── Data provided ──
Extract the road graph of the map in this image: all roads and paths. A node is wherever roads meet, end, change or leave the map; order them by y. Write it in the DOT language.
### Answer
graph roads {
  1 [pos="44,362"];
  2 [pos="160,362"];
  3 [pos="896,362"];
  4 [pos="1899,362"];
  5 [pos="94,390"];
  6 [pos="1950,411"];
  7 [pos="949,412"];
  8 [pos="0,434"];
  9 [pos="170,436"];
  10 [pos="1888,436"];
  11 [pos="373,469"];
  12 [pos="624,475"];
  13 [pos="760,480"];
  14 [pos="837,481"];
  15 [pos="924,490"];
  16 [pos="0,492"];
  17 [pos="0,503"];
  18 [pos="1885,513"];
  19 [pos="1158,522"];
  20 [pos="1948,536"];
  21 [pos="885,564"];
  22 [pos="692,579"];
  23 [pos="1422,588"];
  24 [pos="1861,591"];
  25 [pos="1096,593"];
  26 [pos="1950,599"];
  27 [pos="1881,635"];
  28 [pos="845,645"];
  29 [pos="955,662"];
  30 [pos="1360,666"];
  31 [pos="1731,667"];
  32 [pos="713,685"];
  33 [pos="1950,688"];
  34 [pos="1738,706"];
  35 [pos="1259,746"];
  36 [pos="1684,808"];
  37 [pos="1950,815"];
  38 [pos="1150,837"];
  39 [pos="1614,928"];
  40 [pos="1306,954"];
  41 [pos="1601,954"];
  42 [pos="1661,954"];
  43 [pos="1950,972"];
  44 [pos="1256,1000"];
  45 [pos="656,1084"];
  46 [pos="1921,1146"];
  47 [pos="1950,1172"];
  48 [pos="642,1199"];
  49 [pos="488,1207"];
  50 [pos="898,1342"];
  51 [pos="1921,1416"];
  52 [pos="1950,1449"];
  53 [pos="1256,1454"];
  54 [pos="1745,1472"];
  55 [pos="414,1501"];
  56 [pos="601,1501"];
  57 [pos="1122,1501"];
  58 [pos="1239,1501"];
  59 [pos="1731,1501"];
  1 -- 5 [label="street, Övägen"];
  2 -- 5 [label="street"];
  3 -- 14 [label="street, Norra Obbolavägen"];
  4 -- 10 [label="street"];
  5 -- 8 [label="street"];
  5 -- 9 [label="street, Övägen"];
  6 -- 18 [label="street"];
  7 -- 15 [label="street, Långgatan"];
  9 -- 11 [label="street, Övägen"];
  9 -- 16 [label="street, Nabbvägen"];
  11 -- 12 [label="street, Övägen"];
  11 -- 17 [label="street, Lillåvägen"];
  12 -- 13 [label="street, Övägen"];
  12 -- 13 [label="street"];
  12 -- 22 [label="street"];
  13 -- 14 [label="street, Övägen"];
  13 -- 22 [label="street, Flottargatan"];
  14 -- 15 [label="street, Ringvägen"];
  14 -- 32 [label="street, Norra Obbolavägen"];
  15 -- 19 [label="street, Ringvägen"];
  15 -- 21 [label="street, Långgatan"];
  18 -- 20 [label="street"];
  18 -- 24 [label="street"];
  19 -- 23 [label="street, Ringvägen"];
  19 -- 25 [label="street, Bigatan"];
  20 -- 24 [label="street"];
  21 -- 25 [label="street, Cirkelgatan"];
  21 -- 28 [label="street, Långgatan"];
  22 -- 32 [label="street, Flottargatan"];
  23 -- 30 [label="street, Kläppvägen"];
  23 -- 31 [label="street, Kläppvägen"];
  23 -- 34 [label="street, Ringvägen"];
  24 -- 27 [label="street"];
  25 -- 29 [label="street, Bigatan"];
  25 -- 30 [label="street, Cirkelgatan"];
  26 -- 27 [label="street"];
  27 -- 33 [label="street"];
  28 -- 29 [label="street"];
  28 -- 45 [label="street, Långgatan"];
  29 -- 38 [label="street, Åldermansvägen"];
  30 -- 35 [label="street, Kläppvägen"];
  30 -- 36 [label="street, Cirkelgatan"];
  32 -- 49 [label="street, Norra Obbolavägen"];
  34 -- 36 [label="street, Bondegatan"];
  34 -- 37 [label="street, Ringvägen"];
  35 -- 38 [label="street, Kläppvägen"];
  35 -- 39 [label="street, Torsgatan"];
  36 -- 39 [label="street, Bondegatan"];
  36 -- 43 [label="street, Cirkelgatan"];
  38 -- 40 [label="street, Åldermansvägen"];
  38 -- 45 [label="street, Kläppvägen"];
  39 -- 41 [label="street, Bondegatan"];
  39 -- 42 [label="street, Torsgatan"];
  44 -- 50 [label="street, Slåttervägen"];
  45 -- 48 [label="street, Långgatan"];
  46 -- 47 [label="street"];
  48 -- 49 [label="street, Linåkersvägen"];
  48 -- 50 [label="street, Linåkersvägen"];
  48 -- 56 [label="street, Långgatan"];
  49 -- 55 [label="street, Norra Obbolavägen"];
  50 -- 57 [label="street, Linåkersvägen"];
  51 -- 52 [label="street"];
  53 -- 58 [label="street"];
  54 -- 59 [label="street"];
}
───
What needs to be done:
Find the word "Åldermansvägen" in the entries and show each line where it is found.

Finished exercise:
  29 -- 38 [label="street, Åldermansvägen"];
  38 -- 40 [label="street, Åldermansvägen"];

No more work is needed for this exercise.